Marco Nica (born 1973) is an Italian theater and cinema actor, director, writer, and poet.

==Early life and education==
Marco Nica was born in Rome in 1973. He developed an interest in drama at an early age and began participating in theater in his youth. By his late teens, he became active in Rome's local theater scene.

==Career==
===Theatre===
Nica began directing and acting in stage productions in 1991, frequently presenting works by Italian playwrights such as Eduardo De Filippo, Peppino De Filippo, Dario Fo, and Carlo Goldoni. He became active in Rome's theatre community through comedic and classic productions.
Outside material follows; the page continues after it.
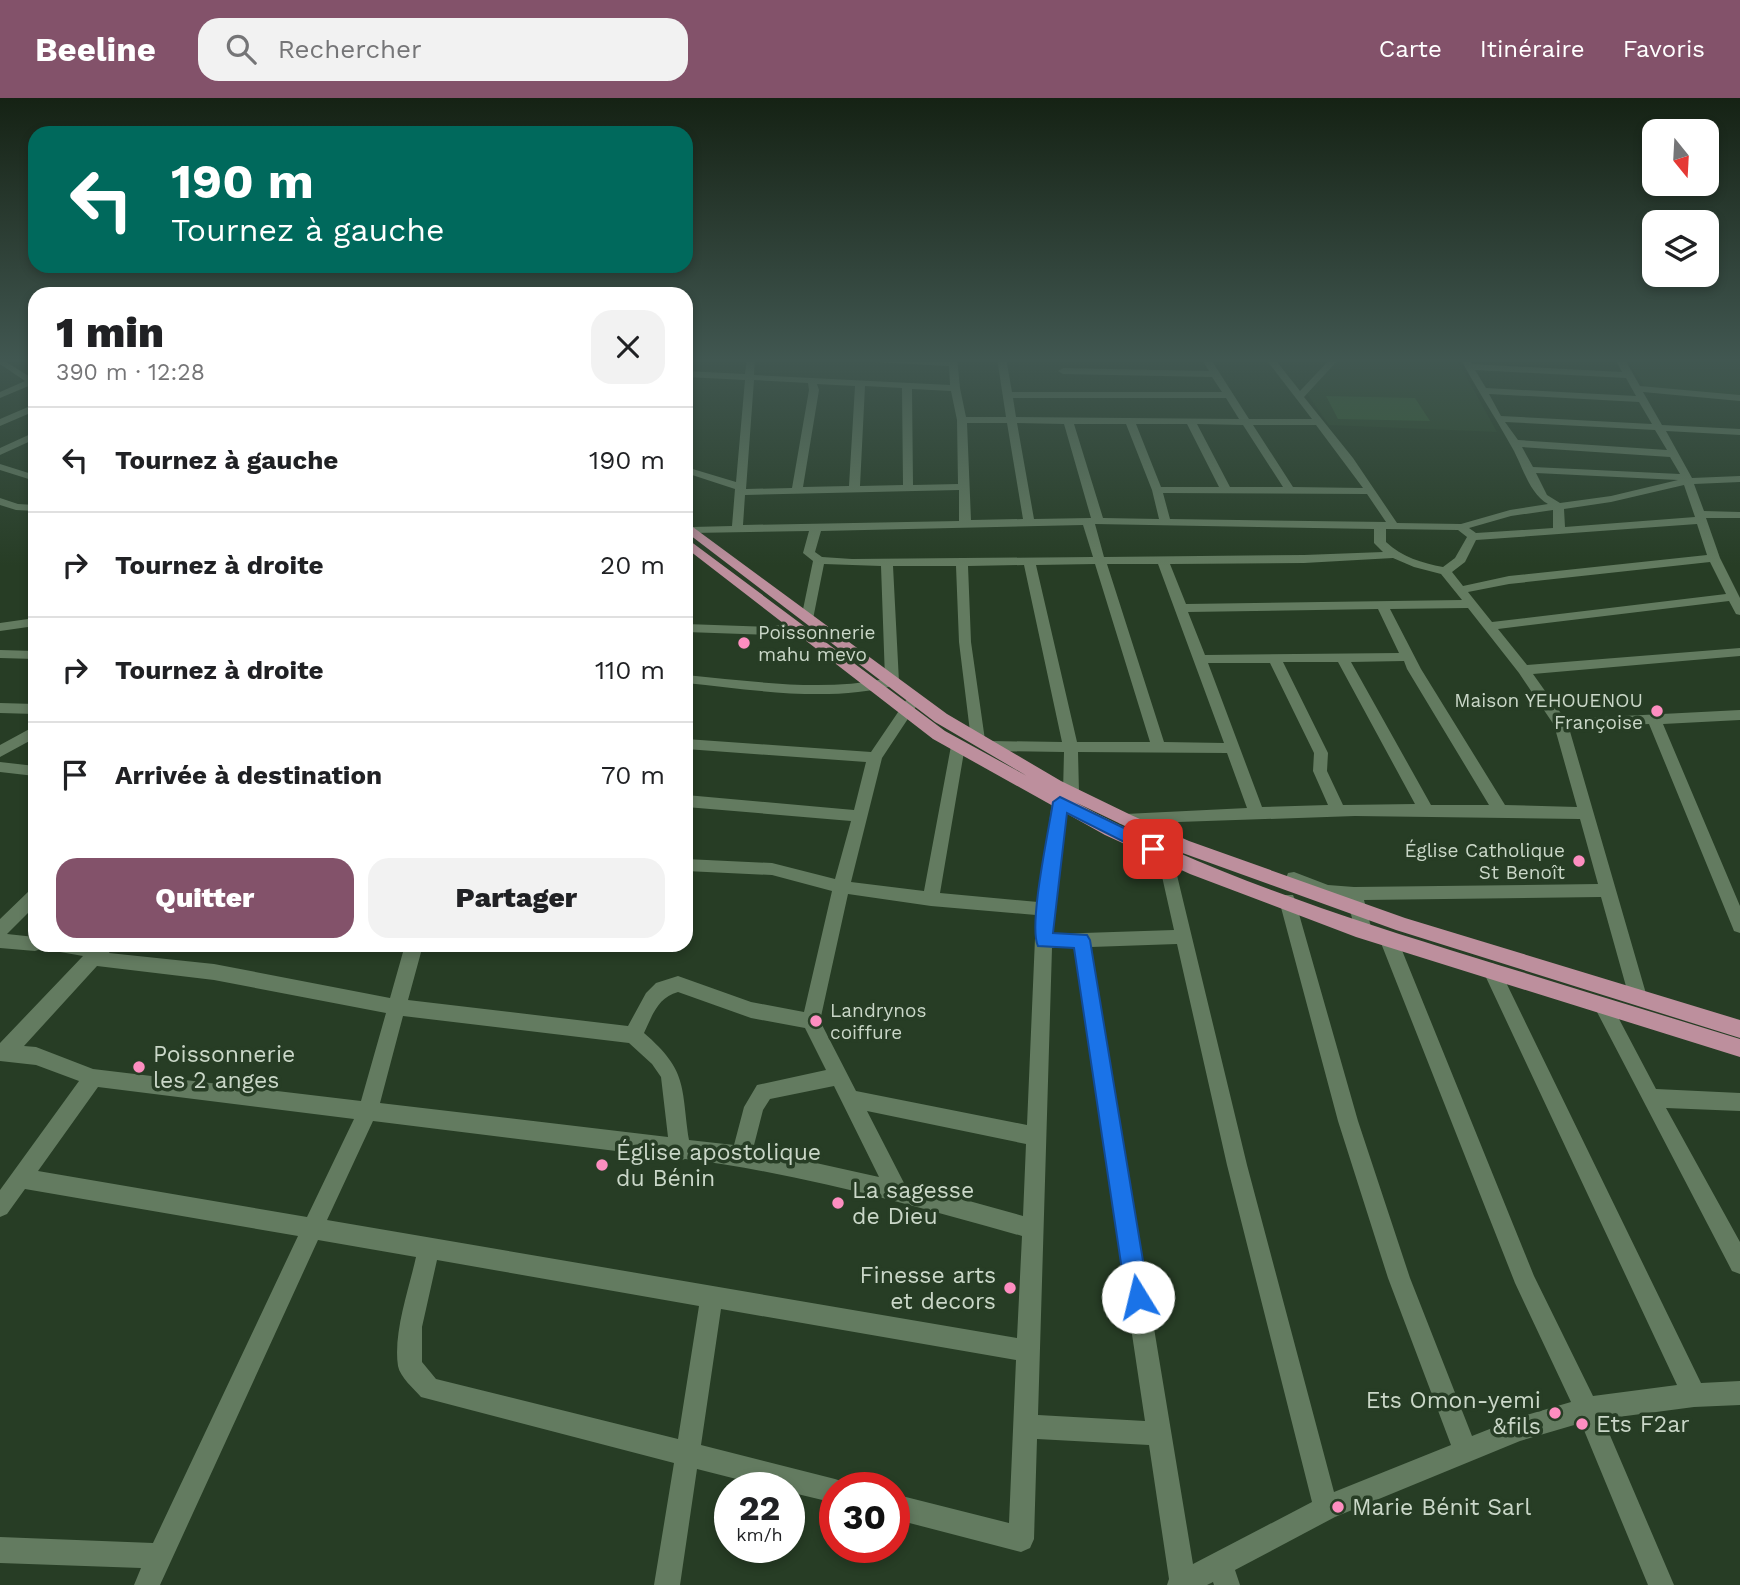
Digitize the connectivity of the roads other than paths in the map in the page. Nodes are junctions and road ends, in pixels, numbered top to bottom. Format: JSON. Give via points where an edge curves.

One of his original revue shows, Varietà per varie età, revisited five decades of Italian comedy and received the Best Show award at Rome's 2014 "Trastestorie" contemporary playwriting competition. He both directed and performed in the production.

=== Film ===
In 2007, Nica co-conceived and co-wrote the feature film C'era una volta Rugantino, in which he also served as the lead actor. It was inspired by Rome's folk traditions and was included in the Italian national film catalog (ANICA). Later, it also featured on the Rai Tre program Cominciamo Bene – Prima.

===Literature===
Nica has written several novels and thrillers, including Ægyptvs (2008), Il tempio dell'Imperatore (2009), and Così è (se mi pare) – Storia di un attore (2010), as well as a novelization of C'era una volta Rugantino (2011). He is also active as a poet, publishing collections in Italian and in the Romanesco dialect. His poetry include the debut collection Senza aver paura (2007) and the dialectal anthology Ahó! – Poesie de Roma mia (2015). The latter has been noted for its portrayal of Roman life and language.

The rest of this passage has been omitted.